BEGIN Records for the task

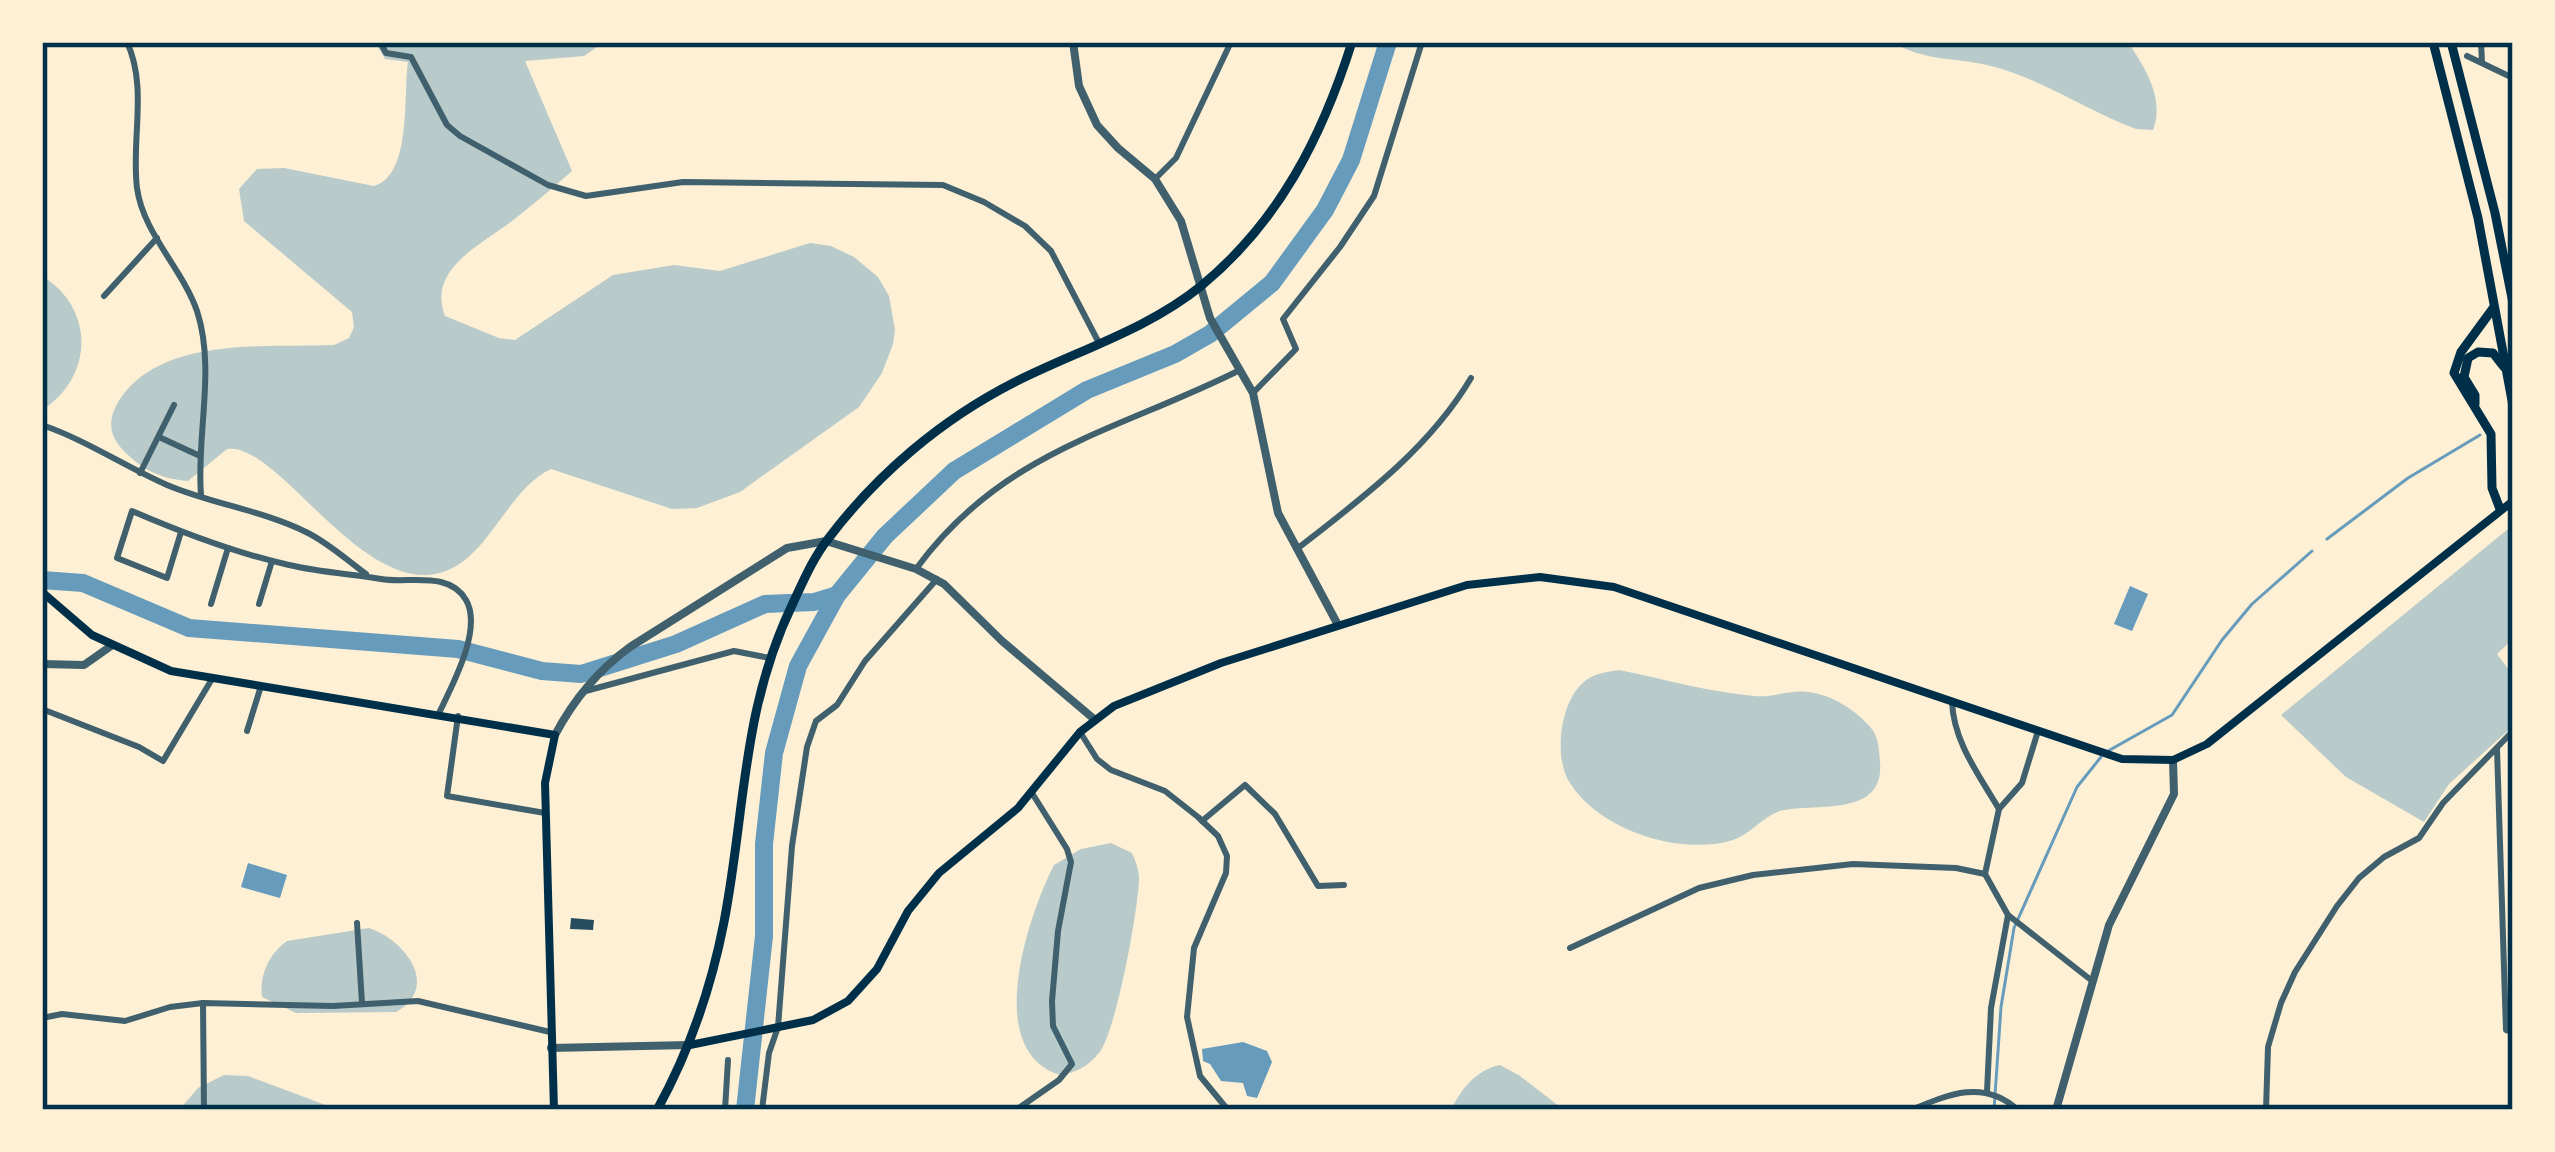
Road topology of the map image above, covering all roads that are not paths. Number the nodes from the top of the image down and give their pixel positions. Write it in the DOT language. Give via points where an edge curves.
graph roads {
  1 [pos="127,42"];
  2 [pos="380,42"];
  3 [pos="1073,42"];
  4 [pos="1231,42"];
  5 [pos="1352,42"];
  6 [pos="1422,42"];
  7 [pos="2433,42"];
  8 [pos="2451,42"];
  9 [pos="2481,42"];
  10 [pos="2467,56"];
  11 [pos="2482,64"];
  12 [pos="2513,78"];
  13 [pos="1155,179"];
  14 [pos="2495,213"];
  15 [pos="157,238"];
  16 [pos="2513,242"];
  17 [pos="2513,278"];
  18 [pos="1199,287"];
  19 [pos="104,296"];
  20 [pos="2512,298"];
  21 [pos="2496,302"];
  22 [pos="1099,343"];
  23 [pos="1237,366"];
  24 [pos="2508,375"];
  25 [pos="1472,378"];
  26 [pos="1253,393"];
  27 [pos="2475,404"];
  28 [pos="173,405"];
  29 [pos="2513,406"];
  30 [pos="42,425"];
  31 [pos="158,436"];
  32 [pos="200,456"];
  33 [pos="140,473"];
  34 [pos="201,495"];
  35 [pos="2513,501"];
  36 [pos="2500,508"];
  37 [pos="181,532"];
  38 [pos="826,541"];
  39 [pos="228,548"];
  40 [pos="1297,549"];
  41 [pos="272,561"];
  42 [pos="911,568"];
  43 [pos="369,577"];
  44 [pos="937,579"];
  45 [pos="42,592"];
  46 [pos="211,604"];
  47 [pos="259,604"];
  48 [pos="1338,625"];
  49 [pos="111,646"];
  50 [pos="770,658"];
  51 [pos="42,664"];
  52 [pos="212,679"];
  53 [pos="261,686"];
  54 [pos="582,692"];
  55 [pos="1952,701"];
  56 [pos="42,709"];
  57 [pos="439,713"];
  58 [pos="458,716"];
  59 [pos="1094,719"];
  60 [pos="2038,729"];
  61 [pos="247,731"];
  62 [pos="2513,731"];
  63 [pos="1080,732"];
  64 [pos="555,734"];
  65 [pos="2498,748"];
  66 [pos="2174,760"];
  67 [pos="1032,794"];
  68 [pos="1999,809"];
  69 [pos="545,813"];
  70 [pos="1202,820"];
  71 [pos="1985,874"];
  72 [pos="1344,885"];
  73 [pos="2008,915"];
  74 [pos="357,923"];
  75 [pos="1570,948"];
  76 [pos="2091,980"];
  77 [pos="203,1003"];
  78 [pos="362,1004"];
  79 [pos="42,1018"];
  80 [pos="776,1028"];
  81 [pos="550,1032"];
  82 [pos="2513,1033"];
  83 [pos="690,1045"];
  84 [pos="551,1048"];
  85 [pos="728,1060"];
  86 [pos="1987,1092"];
  87 [pos="204,1110"];
  88 [pos="554,1110"];
  89 [pos="657,1110"];
  90 [pos="724,1110"];
  91 [pos="762,1110"];
  92 [pos="1016,1110"];
  93 [pos="1228,1110"];
  94 [pos="1911,1110"];
  95 [pos="2018,1110"];
  96 [pos="2056,1110"];
  97 [pos="2266,1110"];
  1 -- 15 [label="street" via="137,74 137,191"];
  2 -- 22 [label="street" via="386,53 411,57 460,136 571,194 683,182 913,184 943,185 984,202 1051,251"];
  3 -- 13 [label="street" via="1079,86 1097,125"];
  4 -- 13 [label="street" via="1176,158"];
  5 -- 18 [label="main road" via="1325,122 1291,184"];
  6 -- 26 [label="street" via="1374,196 1283,319 1296,349"];
  7 -- 21 [label="main road"];
  8 -- 14 [label="main road"];
  9 -- 11 [label="street"];
  10 -- 11 [label="street"];
  11 -- 12 [label="street"];
  13 -- 18 [label="street" via="1185,232"];
  14 -- 16 [label="main road"];
  14 -- 20 [label="main road"];
  15 -- 19 [label="street"];
  15 -- 32 [label="street" via="200,328"];
  17 -- 20 [label="main road"];
  18 -- 22 [label="main road"];
  18 -- 23 [label="street"];
  21 -- 24 [label="main road"];
  21 -- 27 [label="main road" via="2455,365 2459,387"];
  22 -- 38 [label="main road" via="940,428 887,472"];
  23 -- 26 [label="street"];
  23 -- 42 [label="street" via="1038,458 966,509"];
  24 -- 27 [label="main road" via="2493,353 2468,358 2464,377"];
  24 -- 29 [label="main road"];
  25 -- 40 [label="street" via="1389,476"];
  26 -- 40 [label="street" via="1268,478"];
  27 -- 36 [label="main road" via="2491,434"];
  28 -- 31 [label="street"];
  30 -- 33 [label="street"];
  31 -- 32 [label="street"];
  31 -- 33 [label="street"];
  32 -- 34 [label="street"];
  33 -- 34 [label="street"];
  34 -- 43 [label="street" via="310,533"];
  35 -- 36 [label="main road"];
  36 -- 66 [label="main road" via="2229,727"];
  37 -- 37 [label="street" via="132,512 117,558 166,578"];
  37 -- 39 [label="street"];
  38 -- 42 [label="street"];
  38 -- 50 [label="main road"];
  38 -- 54 [label="street" via="775,555 610,662"];
  39 -- 41 [label="street"];
  39 -- 46 [label="street"];
  40 -- 48 [label="street"];
  41 -- 43 [label="street"];
  41 -- 47 [label="street"];
  42 -- 44 [label="street"];
  43 -- 57 [label="street" via="448,584 470,604 463,663"];
  44 -- 59 [label="street"];
  44 -- 80 [label="street" via="817,722 807,747"];
  45 -- 49 [label="main road"];
  48 -- 55 [label="main road" via="1467,585 1586,581"];
  48 -- 59 [label="main road" via="1182,678"];
  49 -- 51 [label="street" via="84,665"];
  49 -- 52 [label="main road"];
  50 -- 54 [label="street" via="734,651"];
  50 -- 83 [label="main road" via="746,748 724,920"];
  52 -- 53 [label="main road"];
  52 -- 56 [label="street" via="163,761"];
  53 -- 57 [label="main road"];
  53 -- 61 [label="street"];
  54 -- 64 [label="street"];
  55 -- 60 [label="main road"];
  55 -- 68 [label="street" via="1960,739"];
  57 -- 58 [label="main road"];
  58 -- 64 [label="main road"];
  58 -- 69 [label="street" via="447,796"];
  59 -- 63 [label="main road"];
  60 -- 66 [label="main road" via="2122,759"];
  60 -- 68 [label="street" via="2022,783"];
  62 -- 65 [label="street"];
  63 -- 67 [label="main road"];
  63 -- 70 [label="street" via="1112,770 1166,791"];
  64 -- 69 [label="main road"];
  65 -- 82 [label="street" via="2506,1030"];
  65 -- 97 [label="street" via="2419,838 2359,878 2295,972 2268,1047"];
  66 -- 76 [label="street" via="2167,813 2121,896"];
  67 -- 80 [label="main road" via="939,873 848,1001"];
  67 -- 92 [label="street" via="1071,862 1052,1001 1053,1026 1072,1064"];
  68 -- 71 [label="street"];
  69 -- 81 [label="main road"];
  70 -- 72 [label="street" via="1245,785 1275,814 1318,886"];
  70 -- 93 [label="street" via="1218,836 1226,873 1194,947 1187,1017 1200,1076"];
  71 -- 73 [label="street"];
  71 -- 75 [label="street" via="1853,864 1754,875 1699,888"];
  73 -- 76 [label="street"];
  73 -- 86 [label="street"];
  74 -- 78 [label="street"];
  76 -- 96 [label="street"];
  77 -- 78 [label="street"];
  77 -- 79 [label="street" via="125,1021"];
  77 -- 87 [label="street"];
  78 -- 81 [label="street" via="438,1004"];
  80 -- 83 [label="main road"];
  80 -- 91 [label="street"];
  81 -- 84 [label="main road"];
  83 -- 84 [label="street"];
  83 -- 89 [label="main road"];
  84 -- 88 [label="main road"];
  85 -- 90 [label="street"];
  86 -- 94 [label="street" via="1964,1090"];
  86 -- 95 [label="street"];
}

END Records for the task

▸ Task to complete:
Only the number is wanted: how many lines in the data include the string "roads"?

▸ Problem solution:
2